There is of course a serious issue with delays mounting and conviction rates plummeting. But for me this isn’t the solution to a serious issue in an area of criminal justice but a threat to it in its entirety. After all this is an administration that is becoming increasingly more authoritarian and which has failed to address the dual role of the Lord Advocate or move with any alacrity to answer justifiable concerns over malicious prosecutions.
There are also other steps that can and should be taken. Lord Bonomy’s recommendations on safeguards to follow the routine removal of the need for corroboration have been allowed to gather dust.
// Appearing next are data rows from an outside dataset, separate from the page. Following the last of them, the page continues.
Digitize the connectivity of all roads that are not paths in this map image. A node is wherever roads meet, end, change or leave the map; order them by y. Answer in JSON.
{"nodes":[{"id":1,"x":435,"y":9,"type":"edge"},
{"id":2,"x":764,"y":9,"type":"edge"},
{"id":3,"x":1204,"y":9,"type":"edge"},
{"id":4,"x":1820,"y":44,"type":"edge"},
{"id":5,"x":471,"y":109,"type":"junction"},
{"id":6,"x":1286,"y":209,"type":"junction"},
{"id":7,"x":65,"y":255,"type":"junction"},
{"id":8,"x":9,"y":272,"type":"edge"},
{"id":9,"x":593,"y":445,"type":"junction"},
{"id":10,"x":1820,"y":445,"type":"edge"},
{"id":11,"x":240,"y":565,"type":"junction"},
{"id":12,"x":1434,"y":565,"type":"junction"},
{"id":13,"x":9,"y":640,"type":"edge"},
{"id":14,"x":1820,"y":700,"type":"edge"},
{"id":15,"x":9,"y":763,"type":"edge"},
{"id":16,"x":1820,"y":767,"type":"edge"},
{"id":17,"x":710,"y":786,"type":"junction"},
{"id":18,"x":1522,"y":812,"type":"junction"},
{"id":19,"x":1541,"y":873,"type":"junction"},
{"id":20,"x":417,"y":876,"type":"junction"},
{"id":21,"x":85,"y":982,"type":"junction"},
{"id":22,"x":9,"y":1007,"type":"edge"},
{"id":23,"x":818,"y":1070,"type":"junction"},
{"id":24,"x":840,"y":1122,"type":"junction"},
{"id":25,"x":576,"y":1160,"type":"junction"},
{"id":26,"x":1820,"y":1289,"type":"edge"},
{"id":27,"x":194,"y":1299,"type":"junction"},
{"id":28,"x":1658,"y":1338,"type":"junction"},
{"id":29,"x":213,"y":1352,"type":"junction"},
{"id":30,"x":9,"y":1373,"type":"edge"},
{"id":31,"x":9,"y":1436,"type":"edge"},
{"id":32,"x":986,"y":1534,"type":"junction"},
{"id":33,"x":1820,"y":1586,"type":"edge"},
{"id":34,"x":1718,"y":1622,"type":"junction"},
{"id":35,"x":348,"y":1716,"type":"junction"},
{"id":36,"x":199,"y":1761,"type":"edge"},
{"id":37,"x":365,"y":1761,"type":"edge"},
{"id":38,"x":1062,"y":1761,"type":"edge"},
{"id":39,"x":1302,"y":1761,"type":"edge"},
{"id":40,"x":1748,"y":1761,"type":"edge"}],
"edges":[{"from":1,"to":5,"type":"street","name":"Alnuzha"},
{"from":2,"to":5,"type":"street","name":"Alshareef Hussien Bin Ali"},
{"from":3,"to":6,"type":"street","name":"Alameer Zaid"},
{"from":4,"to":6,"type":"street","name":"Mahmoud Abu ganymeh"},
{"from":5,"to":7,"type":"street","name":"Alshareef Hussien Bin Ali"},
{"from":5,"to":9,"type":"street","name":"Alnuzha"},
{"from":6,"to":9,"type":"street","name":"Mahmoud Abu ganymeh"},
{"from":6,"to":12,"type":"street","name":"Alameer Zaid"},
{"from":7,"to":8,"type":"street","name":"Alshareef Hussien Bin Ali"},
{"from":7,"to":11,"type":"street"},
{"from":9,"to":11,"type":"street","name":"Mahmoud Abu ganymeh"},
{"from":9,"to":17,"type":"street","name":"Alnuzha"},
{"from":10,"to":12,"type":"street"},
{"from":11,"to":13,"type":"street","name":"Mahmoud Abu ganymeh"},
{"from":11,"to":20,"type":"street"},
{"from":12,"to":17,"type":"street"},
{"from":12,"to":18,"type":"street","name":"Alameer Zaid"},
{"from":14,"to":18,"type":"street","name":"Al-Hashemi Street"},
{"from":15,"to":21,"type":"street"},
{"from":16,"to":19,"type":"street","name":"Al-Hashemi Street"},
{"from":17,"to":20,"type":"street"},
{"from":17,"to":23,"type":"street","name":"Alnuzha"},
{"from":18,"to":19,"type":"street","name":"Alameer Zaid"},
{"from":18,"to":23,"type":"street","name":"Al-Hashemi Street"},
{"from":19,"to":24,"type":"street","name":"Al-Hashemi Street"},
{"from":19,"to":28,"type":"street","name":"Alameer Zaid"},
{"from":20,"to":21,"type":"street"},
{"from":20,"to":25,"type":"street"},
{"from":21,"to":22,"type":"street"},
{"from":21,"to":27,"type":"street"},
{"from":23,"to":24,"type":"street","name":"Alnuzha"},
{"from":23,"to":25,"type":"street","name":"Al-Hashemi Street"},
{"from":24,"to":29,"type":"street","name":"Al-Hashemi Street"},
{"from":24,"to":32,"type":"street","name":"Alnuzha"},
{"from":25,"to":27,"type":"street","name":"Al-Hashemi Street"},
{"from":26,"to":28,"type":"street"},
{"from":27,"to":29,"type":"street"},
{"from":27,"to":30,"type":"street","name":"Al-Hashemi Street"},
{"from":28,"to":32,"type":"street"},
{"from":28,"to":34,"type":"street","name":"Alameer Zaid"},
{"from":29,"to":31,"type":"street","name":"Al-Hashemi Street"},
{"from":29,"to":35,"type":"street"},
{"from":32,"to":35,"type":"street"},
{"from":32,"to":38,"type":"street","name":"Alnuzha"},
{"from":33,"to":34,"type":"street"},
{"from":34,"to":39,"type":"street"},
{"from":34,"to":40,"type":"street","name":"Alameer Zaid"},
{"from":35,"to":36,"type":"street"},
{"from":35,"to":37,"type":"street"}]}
Yet, it’s the need for corroboration in crimes where it rarely occurs that’s the real problem.
Rolling out technology and especially Body Cameras for police is another action that’s overdue. Play the tape of the interview taken at the time of the reporting or interview, not ask some one to recall years later or be given time to smarten up and prepare.
Is this warming us up for it to be brought in, because it sure looks like it? The current Justice Secretary has a duty to tell us what’s planned.